Rita Golden Gelman wrote one of my children’s favorite books, More Spaghetti, I Say!, among many others. In 1985, at the same time her kids were becoming adults, her marriage was falling apart. A two-week break turned into a two-month separation, which became four months. She used this opportunity to travel to Mexico and to places her husband would never go with her. She traveled like a backpacker, not living the luxurious life of her marriage. When she returned, her husband announced he wanted a divorce.
Gelman’s brief time traveling gave her a taste of life that she enjoyed. So after the divorce, she kept very few possessions and began her life as a nomad, never having a home address. For years she didn’t even have a phone or email. She traveled the world, starting with Mexico and Central America, then moved on to Israel, the Galapagos Islands, Indonesia, New Zealand, etc. Rather than moving quickly from place to place like a tourist, Gelman stayed for awhile, settling in and trying to get to know the people and the culture she is visiting. She visits the United States frequently, checking on her children and her aging parents. She shares her books, writes more and teaches English along the way.

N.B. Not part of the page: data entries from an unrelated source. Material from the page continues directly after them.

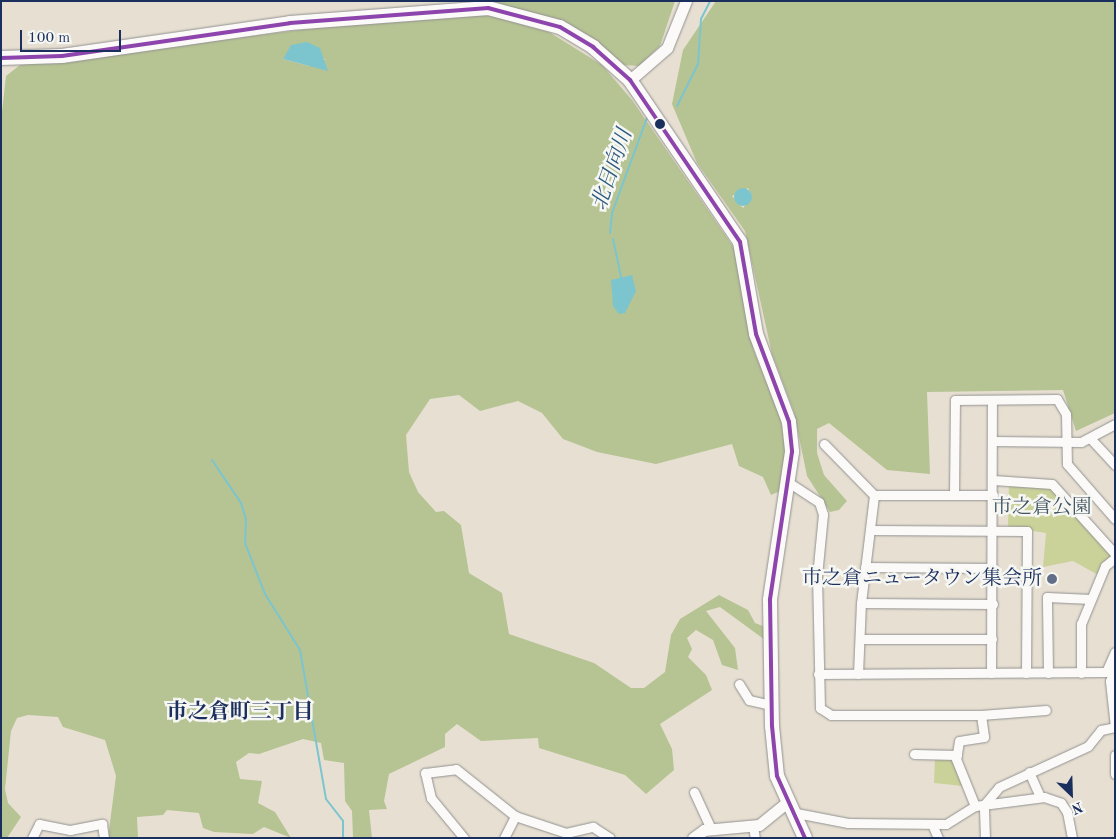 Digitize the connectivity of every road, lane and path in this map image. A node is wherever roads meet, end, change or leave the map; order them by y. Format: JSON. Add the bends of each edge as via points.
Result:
{"nodes":[{"id":1,"x":686,"y":1,"type":"edge"},
{"id":2,"x":464,"y":4,"type":"edge"},
{"id":3,"x":2,"y":58,"type":"edge"},
{"id":4,"x":1,"y":67,"type":"edge"},
{"id":5,"x":630,"y":80,"type":"junction"},
{"id":6,"x":992,"y":400,"type":"junction"},
{"id":7,"x":1115,"y":424,"type":"edge"},
{"id":8,"x":1090,"y":438,"type":"junction"},
{"id":9,"x":993,"y":441,"type":"junction"},
{"id":10,"x":1064,"y":442,"type":"junction"},
{"id":11,"x":824,"y":444,"type":"dead end"},
{"id":12,"x":1115,"y":465,"type":"edge"},
{"id":13,"x":993,"y":480,"type":"junction"},
{"id":14,"x":788,"y":482,"type":"junction"},
{"id":15,"x":874,"y":494,"type":"junction"},
{"id":16,"x":954,"y":494,"type":"junction"},
{"id":17,"x":993,"y":495,"type":"junction"},
{"id":18,"x":1115,"y":519,"type":"edge"},
{"id":19,"x":870,"y":530,"type":"junction"},
{"id":20,"x":993,"y":530,"type":"junction"},
{"id":21,"x":1115,"y":554,"type":"edge"},
{"id":22,"x":1115,"y":558,"type":"edge"},
{"id":23,"x":865,"y":567,"type":"junction"},
{"id":24,"x":993,"y":568,"type":"junction"},
{"id":25,"x":1090,"y":599,"type":"junction"},
{"id":26,"x":860,"y":603,"type":"junction"},
{"id":27,"x":993,"y":604,"type":"junction"},
{"id":28,"x":860,"y":639,"type":"junction"},
{"id":29,"x":992,"y":639,"type":"junction"},
{"id":30,"x":1115,"y":652,"type":"edge"},
{"id":31,"x":1115,"y":669,"type":"edge"},
{"id":32,"x":991,"y":673,"type":"junction"},
{"id":33,"x":1026,"y":673,"type":"junction"},
{"id":34,"x":1048,"y":673,"type":"junction"},
{"id":35,"x":1081,"y":673,"type":"junction"},
{"id":36,"x":818,"y":674,"type":"junction"},
{"id":37,"x":858,"y":674,"type":"junction"},
{"id":38,"x":740,"y":684,"type":"dead end"},
{"id":39,"x":771,"y":705,"type":"junction"},
{"id":40,"x":1046,"y":710,"type":"dead end"},
{"id":41,"x":981,"y":715,"type":"junction"},
{"id":42,"x":1115,"y":727,"type":"edge"},
{"id":43,"x":914,"y":754,"type":"dead end"},
{"id":44,"x":957,"y":755,"type":"junction"},
{"id":45,"x":1115,"y":756,"type":"edge"},
{"id":46,"x":1029,"y":772,"type":"junction"},
{"id":47,"x":1115,"y":774,"type":"edge"},
{"id":48,"x":694,"y":792,"type":"dead end"},
{"id":49,"x":1040,"y":797,"type":"junction"},
{"id":50,"x":980,"y":806,"type":"junction"},
{"id":51,"x":789,"y":807,"type":"junction"},
{"id":52,"x":515,"y":816,"type":"junction"},
{"id":53,"x":932,"y":824,"type":"junction"},
{"id":54,"x":711,"y":829,"type":"junction"},
{"id":55,"x":754,"y":832,"type":"edge"},
{"id":56,"x":32,"y":838,"type":"edge"},
{"id":57,"x":104,"y":838,"type":"edge"},
{"id":58,"x":464,"y":838,"type":"edge"},
{"id":59,"x":504,"y":838,"type":"edge"},
{"id":60,"x":610,"y":838,"type":"edge"},
{"id":61,"x":693,"y":838,"type":"edge"},
{"id":62,"x":805,"y":838,"type":"edge"},
{"id":63,"x":938,"y":838,"type":"edge"},
{"id":64,"x":984,"y":838,"type":"edge"},
{"id":65,"x":1072,"y":838,"type":"edge"}],
"edges":[{"from":1,"to":5,"type":"main road","via":[[667,48]]},
{"from":2,"to":3,"type":"highway","via":[[290,23],[62,56]]},
{"from":2,"to":5,"type":"highway","via":[[518,13],[560,27],[593,47]]},
{"from":3,"to":4,"type":"street"},
{"from":5,"to":14,"type":"highway","via":[[740,242],[756,334],[789,422]]},
{"from":6,"to":9,"type":"street"},
{"from":6,"to":10,"type":"street","via":[[1057,399],[1066,414]]},
{"from":6,"to":16,"type":"street","via":[[955,400]]},
{"from":7,"to":8,"type":"street"},
{"from":8,"to":10,"type":"street"},
{"from":8,"to":12,"type":"street"},
{"from":9,"to":10,"type":"street"},
{"from":9,"to":13,"type":"street"},
{"from":10,"to":18,"type":"street","via":[[1067,464]]},
{"from":11,"to":15,"type":"street"},
{"from":13,"to":17,"type":"street"},
{"from":13,"to":21,"type":"street","via":[[1052,484]]},
{"from":14,"to":36,"type":"street","via":[[819,502],[823,514],[817,576]]},
{"from":14,"to":39,"type":"highway","via":[[770,600]]},
{"from":15,"to":16,"type":"street"},
{"from":15,"to":19,"type":"street"},
{"from":16,"to":17,"type":"street"},
{"from":17,"to":20,"type":"street"},
{"from":19,"to":20,"type":"street"},
{"from":19,"to":23,"type":"street"},
{"from":20,"to":24,"type":"street"},
{"from":20,"to":33,"type":"street","via":[[1026,531]]},
{"from":22,"to":25,"type":"street","via":[[1105,566]]},
{"from":23,"to":24,"type":"street"},
{"from":23,"to":26,"type":"street"},
{"from":24,"to":27,"type":"street"},
{"from":25,"to":34,"type":"street","via":[[1047,597]]},
{"from":25,"to":35,"type":"street","via":[[1081,624]]},
{"from":26,"to":27,"type":"street"},
{"from":26,"to":28,"type":"street"},
{"from":27,"to":29,"type":"street"},
{"from":28,"to":29,"type":"street"},
{"from":28,"to":37,"type":"street"},
{"from":29,"to":32,"type":"street"},
{"from":30,"to":35,"type":"street","via":[[1106,672]]},
{"from":31,"to":42,"type":"street","via":[[1110,681]]},
{"from":32,"to":33,"type":"street"},
{"from":32,"to":37,"type":"street"},
{"from":33,"to":34,"type":"street"},
{"from":34,"to":35,"type":"street"},
{"from":36,"to":37,"type":"street"},
{"from":36,"to":41,"type":"street","via":[[820,708],[831,715]]},
{"from":38,"to":39,"type":"street","via":[[749,700]]},
{"from":39,"to":51,"type":"highway","via":[[774,758]]},
{"from":40,"to":41,"type":"street"},
{"from":41,"to":44,"type":"street","via":[[984,737],[959,741]]},
{"from":42,"to":46,"type":"street","via":[[1101,730],[1088,746]]},
{"from":43,"to":44,"type":"street"},
{"from":44,"to":50,"type":"street","via":[[958,772]]},
{"from":45,"to":47,"type":"street"},
{"from":46,"to":49,"type":"street"},
{"from":46,"to":50,"type":"street","via":[[998,787]]},
{"from":48,"to":54,"type":"street"},
{"from":49,"to":50,"type":"street"},
{"from":49,"to":65,"type":"street","via":[[1061,803]]},
{"from":50,"to":53,"type":"street","via":[[960,818]]},
{"from":50,"to":64,"type":"street"},
{"from":51,"to":53,"type":"street","via":[[848,823]]},
{"from":51,"to":55,"type":"main road"},
{"from":51,"to":62,"type":"highway"},
{"from":52,"to":58,"type":"street","via":[[456,770],[425,773],[431,798]]},
{"from":52,"to":59,"type":"street"},
{"from":52,"to":60,"type":"street","via":[[566,833],[593,827]]},
{"from":53,"to":63,"type":"street"},
{"from":54,"to":55,"type":"main road"},
{"from":54,"to":61,"type":"main road"},
{"from":56,"to":57,"type":"street","via":[[39,824],[70,830],[102,824]]}]}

This book was published in 2001, and she is still living the life of a nomad after more than 20 years.
I really enjoyed this book. For me, nonfiction is rarely enjoyable or quick reading, but this was both. I couldn’t put it down as I traveled the world with Rita. At first I felt I wouldn’t enjoy it since it seemed that perhaps this lifestyle was going to tear apart her marriage, but it was more a falling apart of the marriage that led to Rita’s rediscovery of herself and her love for this way of living. I didn’t always agree with Rita’s choices but that didn’t make the book any less fun to read.
Rated: Mild. I don’t remember any bad language; if there was, it was minimal and mild. Sexual references are mild: there are brief, non descriptive references to sexual encounters she has. There are references to the nakedness and tribal coverings of different cultures she visits.